Entries taken from a collection:
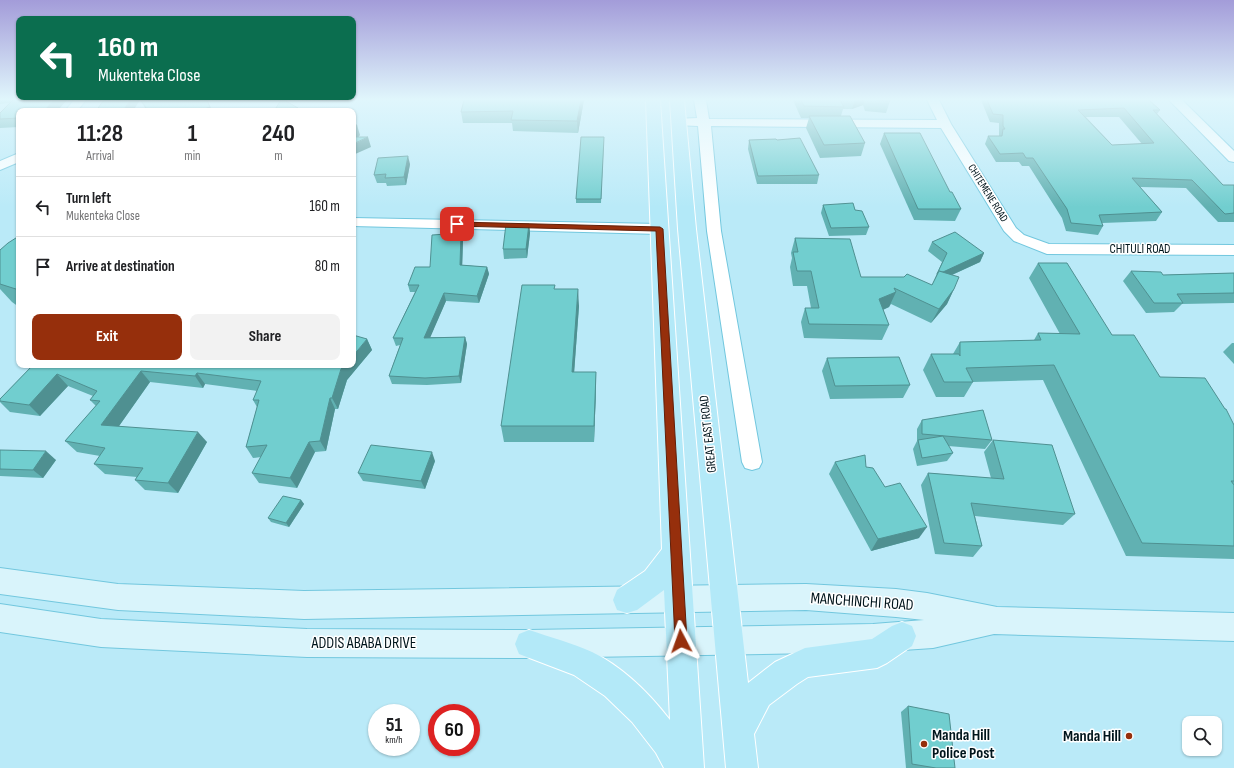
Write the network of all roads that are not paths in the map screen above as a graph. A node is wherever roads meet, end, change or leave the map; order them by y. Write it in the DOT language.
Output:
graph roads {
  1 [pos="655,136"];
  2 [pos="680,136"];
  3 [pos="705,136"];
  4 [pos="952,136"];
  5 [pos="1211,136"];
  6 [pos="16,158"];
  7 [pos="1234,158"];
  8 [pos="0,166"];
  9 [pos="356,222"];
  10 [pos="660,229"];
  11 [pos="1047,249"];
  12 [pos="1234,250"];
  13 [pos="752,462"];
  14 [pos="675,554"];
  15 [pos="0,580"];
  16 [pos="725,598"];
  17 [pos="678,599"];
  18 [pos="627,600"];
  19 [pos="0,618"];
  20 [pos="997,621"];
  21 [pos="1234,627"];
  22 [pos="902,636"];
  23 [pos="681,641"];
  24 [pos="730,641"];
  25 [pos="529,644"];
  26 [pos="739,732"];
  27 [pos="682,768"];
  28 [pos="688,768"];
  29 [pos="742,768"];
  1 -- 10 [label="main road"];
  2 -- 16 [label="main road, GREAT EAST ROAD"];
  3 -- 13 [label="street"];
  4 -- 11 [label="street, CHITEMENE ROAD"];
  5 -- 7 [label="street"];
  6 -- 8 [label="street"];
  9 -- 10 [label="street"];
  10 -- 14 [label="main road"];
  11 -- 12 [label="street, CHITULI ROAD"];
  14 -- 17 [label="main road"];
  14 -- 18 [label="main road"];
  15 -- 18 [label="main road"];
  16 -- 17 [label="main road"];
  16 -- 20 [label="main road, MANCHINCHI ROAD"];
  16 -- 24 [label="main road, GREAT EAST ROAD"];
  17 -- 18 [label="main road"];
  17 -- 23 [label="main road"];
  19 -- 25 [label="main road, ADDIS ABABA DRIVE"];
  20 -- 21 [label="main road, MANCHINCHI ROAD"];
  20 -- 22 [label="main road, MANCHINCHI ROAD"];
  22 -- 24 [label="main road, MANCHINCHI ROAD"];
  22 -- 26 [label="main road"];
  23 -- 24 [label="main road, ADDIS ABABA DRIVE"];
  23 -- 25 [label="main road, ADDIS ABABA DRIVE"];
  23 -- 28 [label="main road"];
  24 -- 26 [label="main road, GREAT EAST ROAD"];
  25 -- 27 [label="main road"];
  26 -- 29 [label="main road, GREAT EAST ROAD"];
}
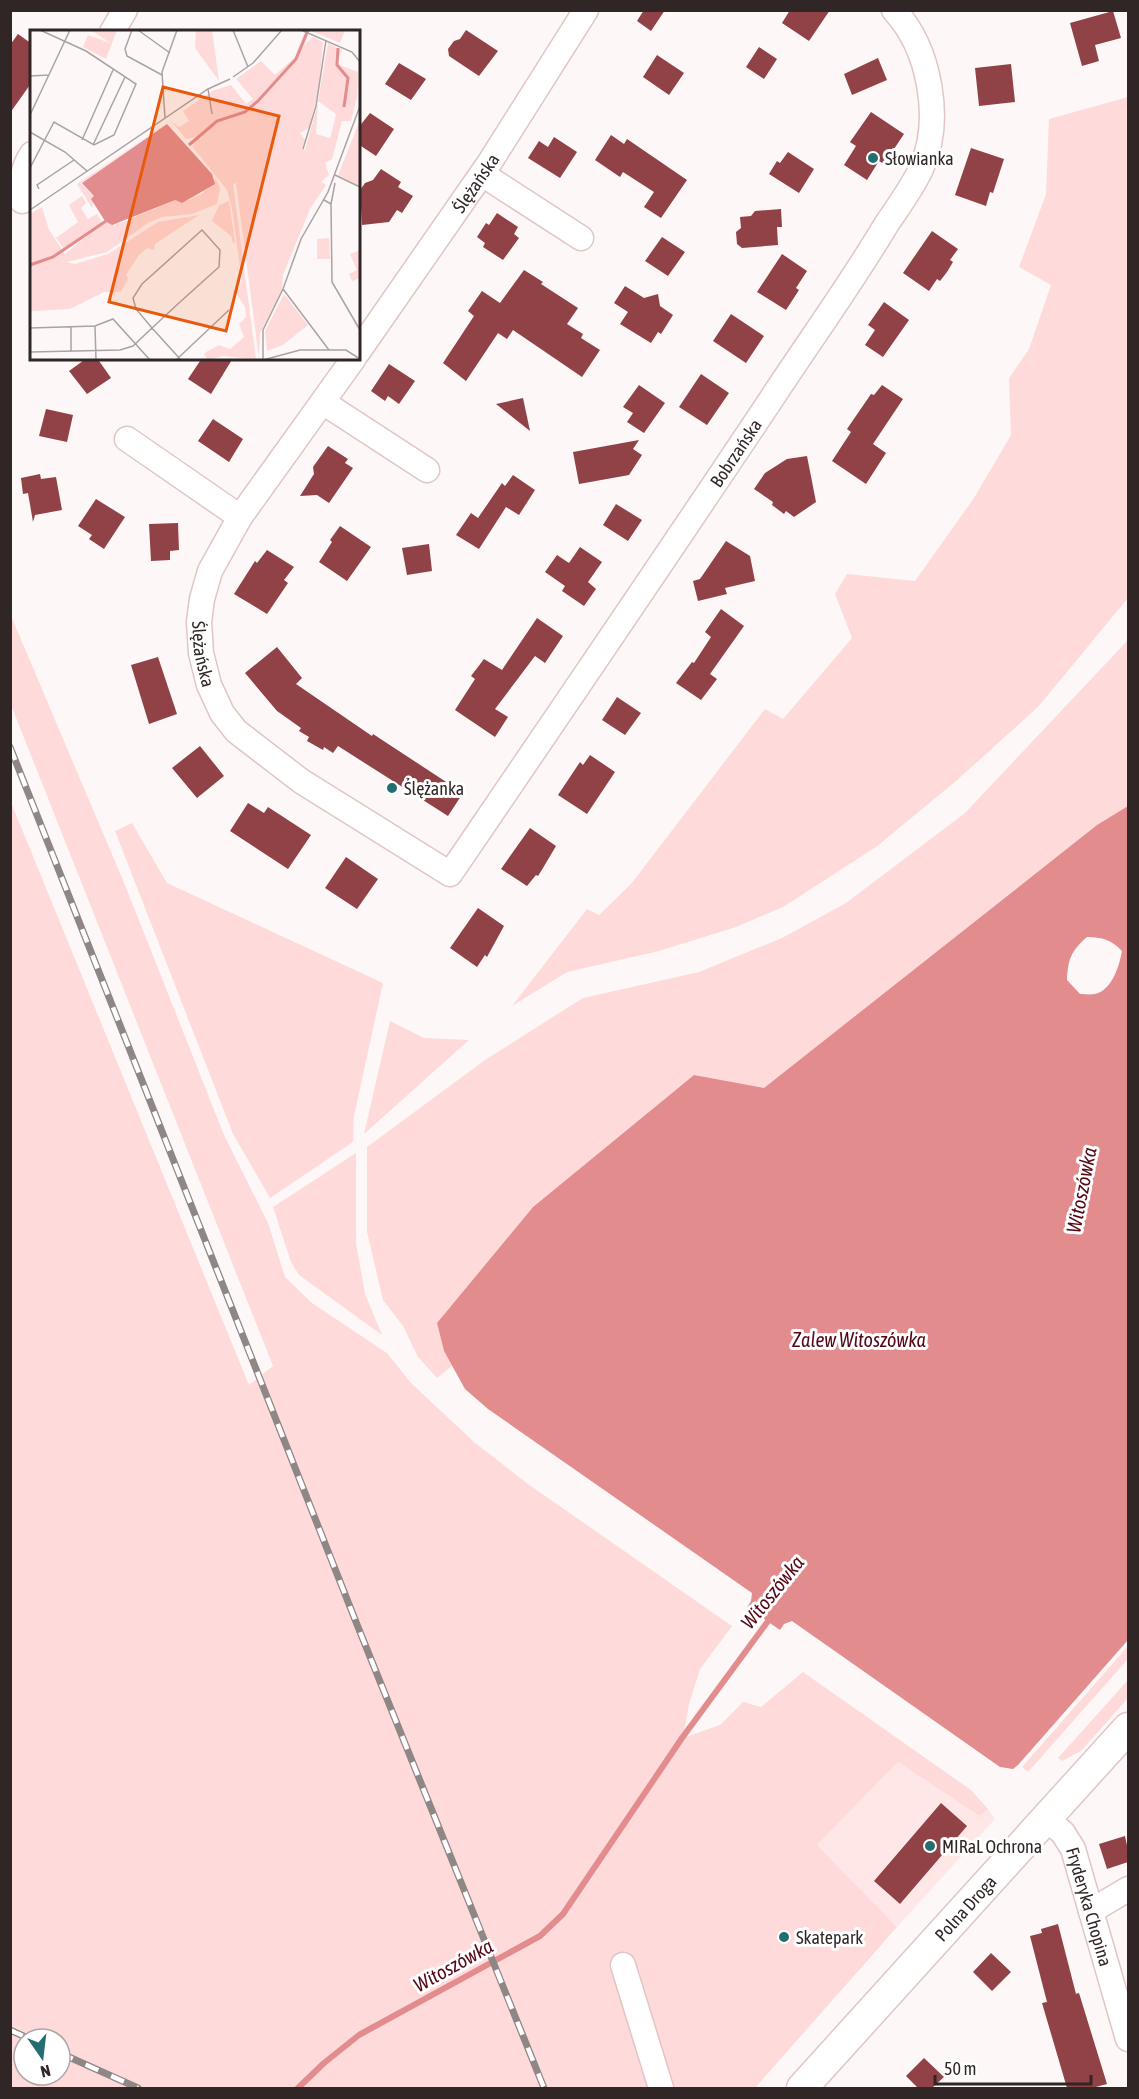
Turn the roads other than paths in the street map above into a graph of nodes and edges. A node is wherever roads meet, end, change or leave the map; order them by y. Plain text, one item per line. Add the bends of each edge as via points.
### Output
==
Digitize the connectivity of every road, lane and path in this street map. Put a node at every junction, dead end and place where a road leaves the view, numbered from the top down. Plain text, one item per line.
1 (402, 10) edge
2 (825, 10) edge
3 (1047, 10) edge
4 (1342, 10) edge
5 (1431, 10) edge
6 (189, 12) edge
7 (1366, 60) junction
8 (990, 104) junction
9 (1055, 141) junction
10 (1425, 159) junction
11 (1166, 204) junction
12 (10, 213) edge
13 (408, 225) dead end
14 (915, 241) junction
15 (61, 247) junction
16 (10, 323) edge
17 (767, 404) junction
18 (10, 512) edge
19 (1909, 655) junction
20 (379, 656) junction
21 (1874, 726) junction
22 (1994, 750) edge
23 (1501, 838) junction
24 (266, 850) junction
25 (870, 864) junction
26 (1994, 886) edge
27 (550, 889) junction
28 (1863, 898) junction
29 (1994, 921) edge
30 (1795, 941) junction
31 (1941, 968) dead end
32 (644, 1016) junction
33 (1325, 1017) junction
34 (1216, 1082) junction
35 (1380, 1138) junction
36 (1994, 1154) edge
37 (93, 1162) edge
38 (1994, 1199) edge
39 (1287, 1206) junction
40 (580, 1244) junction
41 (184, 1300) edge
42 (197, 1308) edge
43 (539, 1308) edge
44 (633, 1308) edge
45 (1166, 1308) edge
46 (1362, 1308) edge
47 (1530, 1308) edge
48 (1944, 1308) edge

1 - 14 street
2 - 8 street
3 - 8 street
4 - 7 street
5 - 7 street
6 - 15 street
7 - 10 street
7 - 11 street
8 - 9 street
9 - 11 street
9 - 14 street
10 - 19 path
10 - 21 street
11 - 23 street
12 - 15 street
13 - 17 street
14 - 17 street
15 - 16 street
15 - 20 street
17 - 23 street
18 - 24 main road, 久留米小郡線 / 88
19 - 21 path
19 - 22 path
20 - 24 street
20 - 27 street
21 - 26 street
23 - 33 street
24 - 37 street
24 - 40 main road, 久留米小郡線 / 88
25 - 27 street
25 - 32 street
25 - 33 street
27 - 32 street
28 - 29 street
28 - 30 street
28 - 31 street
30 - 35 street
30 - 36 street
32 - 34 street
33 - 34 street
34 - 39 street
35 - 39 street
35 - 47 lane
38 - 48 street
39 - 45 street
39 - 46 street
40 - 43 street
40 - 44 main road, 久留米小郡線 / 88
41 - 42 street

> [Problem]:
Lines in the records that hold "them" should be tallied, with the total given on its own.

> [Output of the task]:
2